[Work order] Look at each line below and count those with the word "Westhampton"; the answer is that number only.

[[ Data, beginning ]]

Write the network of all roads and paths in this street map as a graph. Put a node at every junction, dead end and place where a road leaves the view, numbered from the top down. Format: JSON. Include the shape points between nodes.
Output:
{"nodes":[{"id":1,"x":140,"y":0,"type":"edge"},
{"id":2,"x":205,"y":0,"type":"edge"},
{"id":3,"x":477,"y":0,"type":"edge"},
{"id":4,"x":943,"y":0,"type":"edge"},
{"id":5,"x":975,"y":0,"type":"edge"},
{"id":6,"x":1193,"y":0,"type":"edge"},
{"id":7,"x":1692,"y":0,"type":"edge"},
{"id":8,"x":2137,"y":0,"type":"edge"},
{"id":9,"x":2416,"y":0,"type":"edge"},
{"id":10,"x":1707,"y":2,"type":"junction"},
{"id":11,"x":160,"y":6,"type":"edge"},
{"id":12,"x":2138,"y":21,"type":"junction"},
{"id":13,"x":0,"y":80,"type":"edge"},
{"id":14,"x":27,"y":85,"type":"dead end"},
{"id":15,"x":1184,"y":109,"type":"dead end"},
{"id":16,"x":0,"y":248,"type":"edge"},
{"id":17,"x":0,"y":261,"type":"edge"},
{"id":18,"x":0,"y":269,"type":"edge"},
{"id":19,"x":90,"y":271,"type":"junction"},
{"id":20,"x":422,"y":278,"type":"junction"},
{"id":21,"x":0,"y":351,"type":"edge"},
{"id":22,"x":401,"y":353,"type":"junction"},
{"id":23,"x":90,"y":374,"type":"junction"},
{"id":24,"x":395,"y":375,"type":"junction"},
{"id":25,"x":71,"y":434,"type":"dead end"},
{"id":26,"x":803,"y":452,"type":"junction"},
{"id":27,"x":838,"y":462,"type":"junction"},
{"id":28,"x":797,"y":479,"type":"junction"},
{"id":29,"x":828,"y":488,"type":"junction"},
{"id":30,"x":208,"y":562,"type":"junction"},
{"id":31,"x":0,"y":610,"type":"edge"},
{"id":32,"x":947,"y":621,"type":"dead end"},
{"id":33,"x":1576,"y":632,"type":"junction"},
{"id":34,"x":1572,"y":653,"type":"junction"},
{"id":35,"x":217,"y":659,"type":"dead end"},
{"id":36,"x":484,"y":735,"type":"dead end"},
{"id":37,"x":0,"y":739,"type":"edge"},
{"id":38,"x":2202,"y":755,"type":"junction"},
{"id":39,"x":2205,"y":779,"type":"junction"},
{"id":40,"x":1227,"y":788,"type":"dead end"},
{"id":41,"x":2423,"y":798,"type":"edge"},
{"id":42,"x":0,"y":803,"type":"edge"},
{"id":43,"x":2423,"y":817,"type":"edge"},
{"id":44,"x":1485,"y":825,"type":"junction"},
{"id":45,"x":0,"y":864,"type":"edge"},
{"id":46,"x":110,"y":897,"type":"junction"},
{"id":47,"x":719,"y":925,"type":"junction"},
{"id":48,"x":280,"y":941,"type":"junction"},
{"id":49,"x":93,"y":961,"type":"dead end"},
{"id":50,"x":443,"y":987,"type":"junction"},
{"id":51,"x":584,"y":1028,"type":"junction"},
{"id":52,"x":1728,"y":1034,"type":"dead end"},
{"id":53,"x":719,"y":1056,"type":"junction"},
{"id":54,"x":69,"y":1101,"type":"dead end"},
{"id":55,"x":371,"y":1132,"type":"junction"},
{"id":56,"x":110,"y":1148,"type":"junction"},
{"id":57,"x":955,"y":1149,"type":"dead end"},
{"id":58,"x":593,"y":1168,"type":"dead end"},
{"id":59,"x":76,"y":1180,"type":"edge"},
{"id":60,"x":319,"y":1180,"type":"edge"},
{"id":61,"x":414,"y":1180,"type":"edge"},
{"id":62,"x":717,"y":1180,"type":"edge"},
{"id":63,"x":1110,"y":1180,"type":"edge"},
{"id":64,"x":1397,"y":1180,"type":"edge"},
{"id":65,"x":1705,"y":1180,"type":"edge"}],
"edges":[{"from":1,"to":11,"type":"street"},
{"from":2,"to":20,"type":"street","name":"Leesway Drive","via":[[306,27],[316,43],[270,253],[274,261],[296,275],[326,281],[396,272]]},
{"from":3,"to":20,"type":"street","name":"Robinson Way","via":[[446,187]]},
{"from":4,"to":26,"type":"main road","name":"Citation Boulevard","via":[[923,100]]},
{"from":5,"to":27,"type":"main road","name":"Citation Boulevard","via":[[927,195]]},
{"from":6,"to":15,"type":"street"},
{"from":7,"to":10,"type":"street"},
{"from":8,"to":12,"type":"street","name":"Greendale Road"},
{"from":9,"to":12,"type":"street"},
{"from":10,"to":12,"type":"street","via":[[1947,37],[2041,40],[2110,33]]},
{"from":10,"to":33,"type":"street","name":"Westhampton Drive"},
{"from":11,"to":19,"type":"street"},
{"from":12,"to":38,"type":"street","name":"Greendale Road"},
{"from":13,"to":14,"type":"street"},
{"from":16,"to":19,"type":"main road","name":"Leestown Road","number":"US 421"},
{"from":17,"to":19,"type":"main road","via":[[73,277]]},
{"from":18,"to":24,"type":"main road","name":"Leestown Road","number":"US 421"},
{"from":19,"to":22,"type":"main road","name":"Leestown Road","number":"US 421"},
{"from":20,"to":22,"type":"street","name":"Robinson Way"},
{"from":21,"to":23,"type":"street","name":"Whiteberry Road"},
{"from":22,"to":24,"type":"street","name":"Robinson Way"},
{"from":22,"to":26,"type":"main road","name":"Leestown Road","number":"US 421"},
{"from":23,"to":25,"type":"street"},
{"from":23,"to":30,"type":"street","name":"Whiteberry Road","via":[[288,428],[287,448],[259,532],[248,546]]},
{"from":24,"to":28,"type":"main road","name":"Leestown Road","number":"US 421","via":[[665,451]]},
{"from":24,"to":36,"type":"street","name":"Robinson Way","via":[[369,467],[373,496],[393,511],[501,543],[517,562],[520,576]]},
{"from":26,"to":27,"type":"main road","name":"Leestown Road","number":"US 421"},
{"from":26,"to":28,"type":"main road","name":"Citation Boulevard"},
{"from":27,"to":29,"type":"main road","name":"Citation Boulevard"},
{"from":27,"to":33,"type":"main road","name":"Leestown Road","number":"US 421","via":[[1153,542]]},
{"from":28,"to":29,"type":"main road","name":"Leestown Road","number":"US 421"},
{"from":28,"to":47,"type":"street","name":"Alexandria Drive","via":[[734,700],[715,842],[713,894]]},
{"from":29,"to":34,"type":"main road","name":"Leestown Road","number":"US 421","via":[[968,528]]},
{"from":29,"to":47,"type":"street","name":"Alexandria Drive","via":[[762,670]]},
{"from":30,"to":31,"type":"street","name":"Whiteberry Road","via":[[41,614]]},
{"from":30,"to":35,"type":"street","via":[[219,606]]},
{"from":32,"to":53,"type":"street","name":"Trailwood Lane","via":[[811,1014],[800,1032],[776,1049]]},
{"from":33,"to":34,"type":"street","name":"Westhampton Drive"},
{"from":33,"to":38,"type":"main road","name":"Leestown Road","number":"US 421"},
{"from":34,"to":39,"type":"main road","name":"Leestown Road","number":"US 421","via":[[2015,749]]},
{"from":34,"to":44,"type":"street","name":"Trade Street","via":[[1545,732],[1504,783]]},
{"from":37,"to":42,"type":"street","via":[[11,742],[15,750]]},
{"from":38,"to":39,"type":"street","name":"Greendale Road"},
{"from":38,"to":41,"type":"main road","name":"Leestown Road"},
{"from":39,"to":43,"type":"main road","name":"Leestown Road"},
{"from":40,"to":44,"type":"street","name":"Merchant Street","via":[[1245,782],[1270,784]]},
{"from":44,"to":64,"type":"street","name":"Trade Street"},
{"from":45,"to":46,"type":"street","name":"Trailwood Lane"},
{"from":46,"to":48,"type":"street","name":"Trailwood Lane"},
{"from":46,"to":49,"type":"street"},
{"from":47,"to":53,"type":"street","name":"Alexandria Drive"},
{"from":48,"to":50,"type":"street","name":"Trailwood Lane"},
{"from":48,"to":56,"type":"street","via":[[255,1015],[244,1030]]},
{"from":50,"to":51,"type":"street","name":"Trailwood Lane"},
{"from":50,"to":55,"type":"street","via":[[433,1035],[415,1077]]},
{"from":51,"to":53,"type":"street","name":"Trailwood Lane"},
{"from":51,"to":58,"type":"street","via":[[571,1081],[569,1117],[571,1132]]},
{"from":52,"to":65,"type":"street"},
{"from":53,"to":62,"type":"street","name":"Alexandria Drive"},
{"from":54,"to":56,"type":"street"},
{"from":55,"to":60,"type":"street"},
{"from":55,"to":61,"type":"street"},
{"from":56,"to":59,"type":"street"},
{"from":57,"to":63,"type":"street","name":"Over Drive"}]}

[[ Data, end ]]

[Answer to this task] 2